### RECORDS PROVIDED:
▽
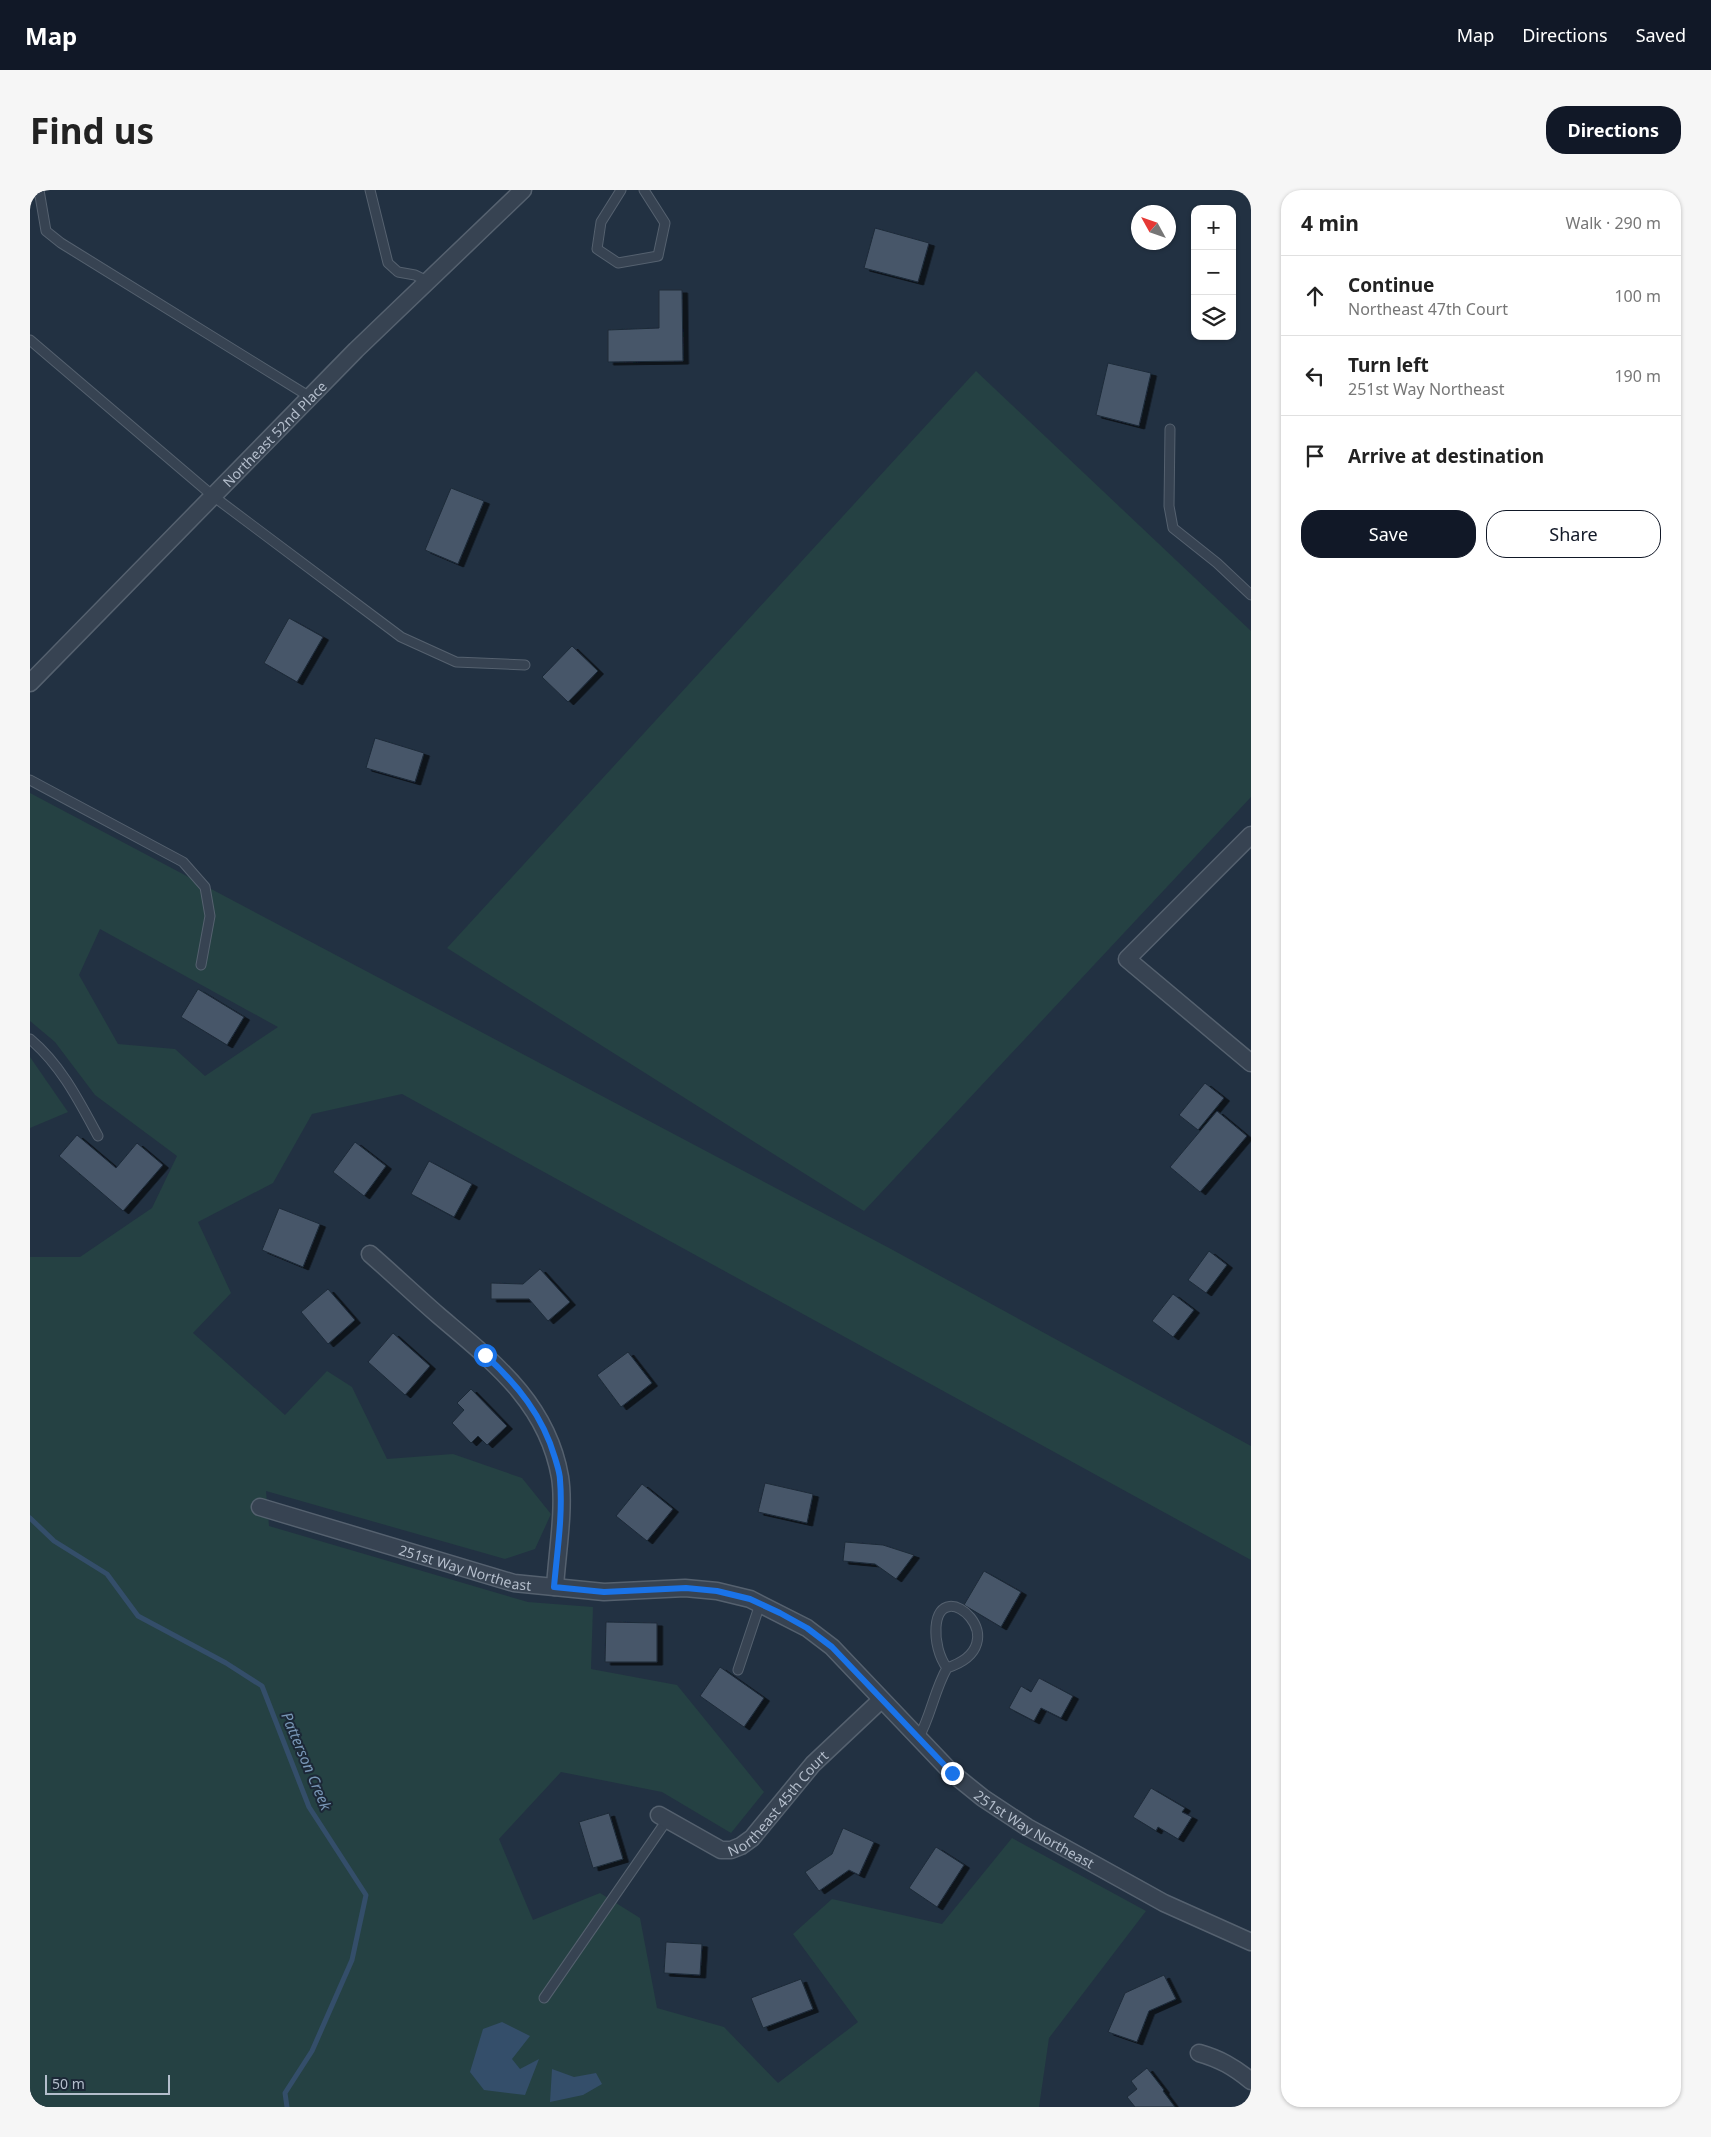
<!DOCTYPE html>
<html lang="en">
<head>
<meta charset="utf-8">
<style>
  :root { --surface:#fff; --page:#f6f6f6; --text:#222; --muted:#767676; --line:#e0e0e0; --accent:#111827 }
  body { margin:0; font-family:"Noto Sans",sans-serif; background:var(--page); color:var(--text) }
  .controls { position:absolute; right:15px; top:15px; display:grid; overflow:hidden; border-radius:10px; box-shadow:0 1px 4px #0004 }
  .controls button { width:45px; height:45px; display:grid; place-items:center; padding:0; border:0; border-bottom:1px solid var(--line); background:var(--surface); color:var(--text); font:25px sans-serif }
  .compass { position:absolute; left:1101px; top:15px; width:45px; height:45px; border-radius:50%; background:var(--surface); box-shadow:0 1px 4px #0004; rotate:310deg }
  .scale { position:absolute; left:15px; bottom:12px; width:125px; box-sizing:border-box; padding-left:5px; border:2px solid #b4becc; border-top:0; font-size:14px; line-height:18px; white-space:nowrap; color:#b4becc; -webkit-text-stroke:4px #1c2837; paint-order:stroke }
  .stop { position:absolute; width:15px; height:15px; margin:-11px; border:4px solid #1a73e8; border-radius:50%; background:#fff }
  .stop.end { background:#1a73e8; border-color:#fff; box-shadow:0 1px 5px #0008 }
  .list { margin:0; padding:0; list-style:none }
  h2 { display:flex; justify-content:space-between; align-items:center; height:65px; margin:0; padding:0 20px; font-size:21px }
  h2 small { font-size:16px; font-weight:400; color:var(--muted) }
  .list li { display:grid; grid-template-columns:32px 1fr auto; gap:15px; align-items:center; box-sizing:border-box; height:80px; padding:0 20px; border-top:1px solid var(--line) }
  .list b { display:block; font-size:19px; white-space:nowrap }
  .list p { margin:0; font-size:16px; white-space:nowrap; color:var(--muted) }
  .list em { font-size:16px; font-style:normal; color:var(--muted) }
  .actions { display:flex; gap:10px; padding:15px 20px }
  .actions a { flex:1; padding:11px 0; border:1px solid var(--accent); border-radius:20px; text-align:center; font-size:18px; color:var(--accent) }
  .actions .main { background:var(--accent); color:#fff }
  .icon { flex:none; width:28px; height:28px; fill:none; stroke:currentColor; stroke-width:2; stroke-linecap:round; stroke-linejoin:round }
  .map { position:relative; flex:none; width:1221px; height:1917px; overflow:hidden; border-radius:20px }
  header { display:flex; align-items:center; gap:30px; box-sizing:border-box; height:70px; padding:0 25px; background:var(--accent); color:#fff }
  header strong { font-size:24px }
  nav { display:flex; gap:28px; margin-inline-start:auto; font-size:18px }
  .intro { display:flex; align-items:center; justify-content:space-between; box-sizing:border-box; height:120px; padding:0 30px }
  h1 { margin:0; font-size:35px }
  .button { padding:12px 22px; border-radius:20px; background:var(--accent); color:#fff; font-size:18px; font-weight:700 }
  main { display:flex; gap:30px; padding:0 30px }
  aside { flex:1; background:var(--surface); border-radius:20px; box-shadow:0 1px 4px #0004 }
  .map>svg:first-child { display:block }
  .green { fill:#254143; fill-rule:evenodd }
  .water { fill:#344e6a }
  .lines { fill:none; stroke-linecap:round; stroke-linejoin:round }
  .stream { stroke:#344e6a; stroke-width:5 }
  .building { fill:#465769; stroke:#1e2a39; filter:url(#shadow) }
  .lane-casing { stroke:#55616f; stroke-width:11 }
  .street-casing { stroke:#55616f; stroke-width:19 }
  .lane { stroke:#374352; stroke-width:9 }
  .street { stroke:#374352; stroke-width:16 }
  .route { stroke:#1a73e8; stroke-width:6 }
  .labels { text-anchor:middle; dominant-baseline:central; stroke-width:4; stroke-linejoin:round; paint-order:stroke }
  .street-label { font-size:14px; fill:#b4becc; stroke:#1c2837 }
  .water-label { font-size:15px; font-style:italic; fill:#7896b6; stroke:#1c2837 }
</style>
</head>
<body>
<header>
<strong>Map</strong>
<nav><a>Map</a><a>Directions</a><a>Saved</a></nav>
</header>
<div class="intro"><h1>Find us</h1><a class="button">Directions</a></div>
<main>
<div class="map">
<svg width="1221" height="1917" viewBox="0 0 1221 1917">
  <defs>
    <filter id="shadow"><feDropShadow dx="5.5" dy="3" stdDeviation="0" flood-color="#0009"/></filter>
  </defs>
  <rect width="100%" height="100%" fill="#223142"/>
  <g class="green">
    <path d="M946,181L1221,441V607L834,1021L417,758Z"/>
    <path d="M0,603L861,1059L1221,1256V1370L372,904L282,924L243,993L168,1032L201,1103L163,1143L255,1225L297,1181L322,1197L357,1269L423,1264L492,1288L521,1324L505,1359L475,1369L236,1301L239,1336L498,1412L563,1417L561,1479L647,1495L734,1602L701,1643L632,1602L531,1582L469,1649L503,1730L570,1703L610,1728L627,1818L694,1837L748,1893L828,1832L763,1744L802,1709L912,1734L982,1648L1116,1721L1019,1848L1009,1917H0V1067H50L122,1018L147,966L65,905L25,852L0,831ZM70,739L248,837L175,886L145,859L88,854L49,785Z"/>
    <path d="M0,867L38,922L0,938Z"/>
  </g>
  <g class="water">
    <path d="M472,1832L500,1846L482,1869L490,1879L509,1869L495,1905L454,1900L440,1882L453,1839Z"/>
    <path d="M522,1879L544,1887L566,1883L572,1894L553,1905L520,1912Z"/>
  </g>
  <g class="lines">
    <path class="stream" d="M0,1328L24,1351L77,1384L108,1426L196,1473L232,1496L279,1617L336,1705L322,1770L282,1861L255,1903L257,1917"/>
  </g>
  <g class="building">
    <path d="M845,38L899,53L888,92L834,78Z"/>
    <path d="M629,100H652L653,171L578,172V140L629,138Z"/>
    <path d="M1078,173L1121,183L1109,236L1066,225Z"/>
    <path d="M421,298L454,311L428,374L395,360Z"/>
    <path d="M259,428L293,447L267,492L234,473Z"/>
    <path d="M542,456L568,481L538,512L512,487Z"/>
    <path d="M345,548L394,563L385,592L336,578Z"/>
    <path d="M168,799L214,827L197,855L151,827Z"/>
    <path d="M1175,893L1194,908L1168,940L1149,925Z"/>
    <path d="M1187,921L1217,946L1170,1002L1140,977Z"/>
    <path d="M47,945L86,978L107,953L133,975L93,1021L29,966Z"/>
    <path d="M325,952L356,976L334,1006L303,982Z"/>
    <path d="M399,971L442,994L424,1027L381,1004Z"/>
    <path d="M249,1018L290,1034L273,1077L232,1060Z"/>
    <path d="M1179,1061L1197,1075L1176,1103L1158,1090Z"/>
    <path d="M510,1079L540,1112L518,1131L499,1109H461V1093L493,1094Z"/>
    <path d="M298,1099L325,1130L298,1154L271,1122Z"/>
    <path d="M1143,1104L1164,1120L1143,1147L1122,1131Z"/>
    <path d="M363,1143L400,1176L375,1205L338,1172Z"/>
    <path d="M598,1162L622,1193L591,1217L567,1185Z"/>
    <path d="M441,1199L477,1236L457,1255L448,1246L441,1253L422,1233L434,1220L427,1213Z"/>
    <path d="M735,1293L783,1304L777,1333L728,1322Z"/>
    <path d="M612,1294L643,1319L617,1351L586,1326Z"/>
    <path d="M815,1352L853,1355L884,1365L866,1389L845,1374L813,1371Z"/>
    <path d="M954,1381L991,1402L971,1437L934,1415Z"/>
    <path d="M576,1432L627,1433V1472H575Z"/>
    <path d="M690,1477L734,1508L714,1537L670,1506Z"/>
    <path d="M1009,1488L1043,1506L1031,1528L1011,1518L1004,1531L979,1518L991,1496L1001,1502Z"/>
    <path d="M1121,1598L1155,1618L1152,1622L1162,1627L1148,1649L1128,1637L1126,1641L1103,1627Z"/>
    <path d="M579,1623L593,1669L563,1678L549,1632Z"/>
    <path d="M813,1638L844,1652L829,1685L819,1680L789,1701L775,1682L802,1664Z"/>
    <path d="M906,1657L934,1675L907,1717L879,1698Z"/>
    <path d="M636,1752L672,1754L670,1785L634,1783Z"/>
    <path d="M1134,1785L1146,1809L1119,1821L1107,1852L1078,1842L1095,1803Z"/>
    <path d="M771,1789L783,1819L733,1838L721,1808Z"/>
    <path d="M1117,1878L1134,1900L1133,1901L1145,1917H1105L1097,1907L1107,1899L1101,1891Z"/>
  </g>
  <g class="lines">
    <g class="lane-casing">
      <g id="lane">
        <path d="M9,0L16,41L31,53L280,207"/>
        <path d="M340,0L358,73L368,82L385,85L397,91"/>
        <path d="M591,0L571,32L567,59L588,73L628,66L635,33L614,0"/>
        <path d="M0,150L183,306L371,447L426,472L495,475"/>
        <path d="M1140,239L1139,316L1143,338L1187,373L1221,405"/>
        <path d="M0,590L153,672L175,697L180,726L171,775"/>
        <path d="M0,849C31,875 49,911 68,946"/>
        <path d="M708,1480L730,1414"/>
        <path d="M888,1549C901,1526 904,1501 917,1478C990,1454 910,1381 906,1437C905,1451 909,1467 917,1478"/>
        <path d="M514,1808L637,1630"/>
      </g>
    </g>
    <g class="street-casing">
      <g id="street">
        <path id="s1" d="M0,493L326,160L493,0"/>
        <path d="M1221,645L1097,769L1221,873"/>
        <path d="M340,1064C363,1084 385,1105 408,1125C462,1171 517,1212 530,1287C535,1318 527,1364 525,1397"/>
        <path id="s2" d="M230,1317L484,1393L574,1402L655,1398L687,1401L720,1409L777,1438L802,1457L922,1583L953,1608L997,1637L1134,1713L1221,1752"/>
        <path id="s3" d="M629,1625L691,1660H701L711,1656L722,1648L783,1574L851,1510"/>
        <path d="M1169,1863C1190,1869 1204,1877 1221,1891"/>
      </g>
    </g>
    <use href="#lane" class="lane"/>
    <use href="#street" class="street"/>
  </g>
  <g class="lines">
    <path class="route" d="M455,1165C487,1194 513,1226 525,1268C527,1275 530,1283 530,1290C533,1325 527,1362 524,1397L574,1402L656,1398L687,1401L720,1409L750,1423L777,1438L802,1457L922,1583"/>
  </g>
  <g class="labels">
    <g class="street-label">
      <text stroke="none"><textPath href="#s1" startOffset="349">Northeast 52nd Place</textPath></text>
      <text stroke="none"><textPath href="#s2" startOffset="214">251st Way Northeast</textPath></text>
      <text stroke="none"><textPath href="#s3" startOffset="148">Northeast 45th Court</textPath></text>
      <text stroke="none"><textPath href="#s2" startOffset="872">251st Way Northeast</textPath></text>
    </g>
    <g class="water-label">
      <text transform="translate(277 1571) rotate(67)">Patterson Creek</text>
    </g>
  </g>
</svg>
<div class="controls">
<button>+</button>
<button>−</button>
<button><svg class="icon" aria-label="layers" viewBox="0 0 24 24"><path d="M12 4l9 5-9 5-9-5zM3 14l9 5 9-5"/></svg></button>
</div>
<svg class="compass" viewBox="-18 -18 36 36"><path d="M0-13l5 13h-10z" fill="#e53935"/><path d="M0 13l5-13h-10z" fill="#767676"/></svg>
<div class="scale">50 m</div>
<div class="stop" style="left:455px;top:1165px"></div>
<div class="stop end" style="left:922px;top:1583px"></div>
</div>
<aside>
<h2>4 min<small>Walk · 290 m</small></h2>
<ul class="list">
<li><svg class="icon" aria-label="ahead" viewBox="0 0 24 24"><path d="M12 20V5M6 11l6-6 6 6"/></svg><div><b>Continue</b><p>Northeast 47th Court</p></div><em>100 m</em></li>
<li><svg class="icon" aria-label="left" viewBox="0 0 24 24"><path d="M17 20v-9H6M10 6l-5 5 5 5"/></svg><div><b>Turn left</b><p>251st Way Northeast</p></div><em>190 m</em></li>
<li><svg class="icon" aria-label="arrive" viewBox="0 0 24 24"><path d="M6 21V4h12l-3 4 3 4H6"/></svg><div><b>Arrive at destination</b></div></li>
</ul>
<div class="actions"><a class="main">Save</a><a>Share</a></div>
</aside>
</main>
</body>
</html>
△
Write out, exactly, the lines of the material from the very first through the line containing "margin:0; padding:0; list-style:none", and leave out every picture.

### RESPONSE BELOW:
<!DOCTYPE html>
<html lang="en">
<head>
<meta charset="utf-8">
<style>
  :root { --surface:#fff; --page:#f6f6f6; --text:#222; --muted:#767676; --line:#e0e0e0; --accent:#111827 }
  body { margin:0; font-family:"Noto Sans",sans-serif; background:var(--page); color:var(--text) }
  .controls { position:absolute; right:15px; top:15px; display:grid; overflow:hidden; border-radius:10px; box-shadow:0 1px 4px #0004 }
  .controls button { width:45px; height:45px; display:grid; place-items:center; padding:0; border:0; border-bottom:1px solid var(--line); background:var(--surface); color:var(--text); font:25px sans-serif }
  .compass { position:absolute; left:1101px; top:15px; width:45px; height:45px; border-radius:50%; background:var(--surface); box-shadow:0 1px 4px #0004; rotate:310deg }
  .scale { position:absolute; left:15px; bottom:12px; width:125px; box-sizing:border-box; padding-left:5px; border:2px solid #b4becc; border-top:0; font-size:14px; line-height:18px; white-space:nowrap; color:#b4becc; -webkit-text-stroke:4px #1c2837; paint-order:stroke }
  .stop { position:absolute; width:15px; height:15px; margin:-11px; border:4px solid #1a73e8; border-radius:50%; background:#fff }
  .stop.end { background:#1a73e8; border-color:#fff; box-shadow:0 1px 5px #0008 }
  .list { margin:0; padding:0; list-style:none }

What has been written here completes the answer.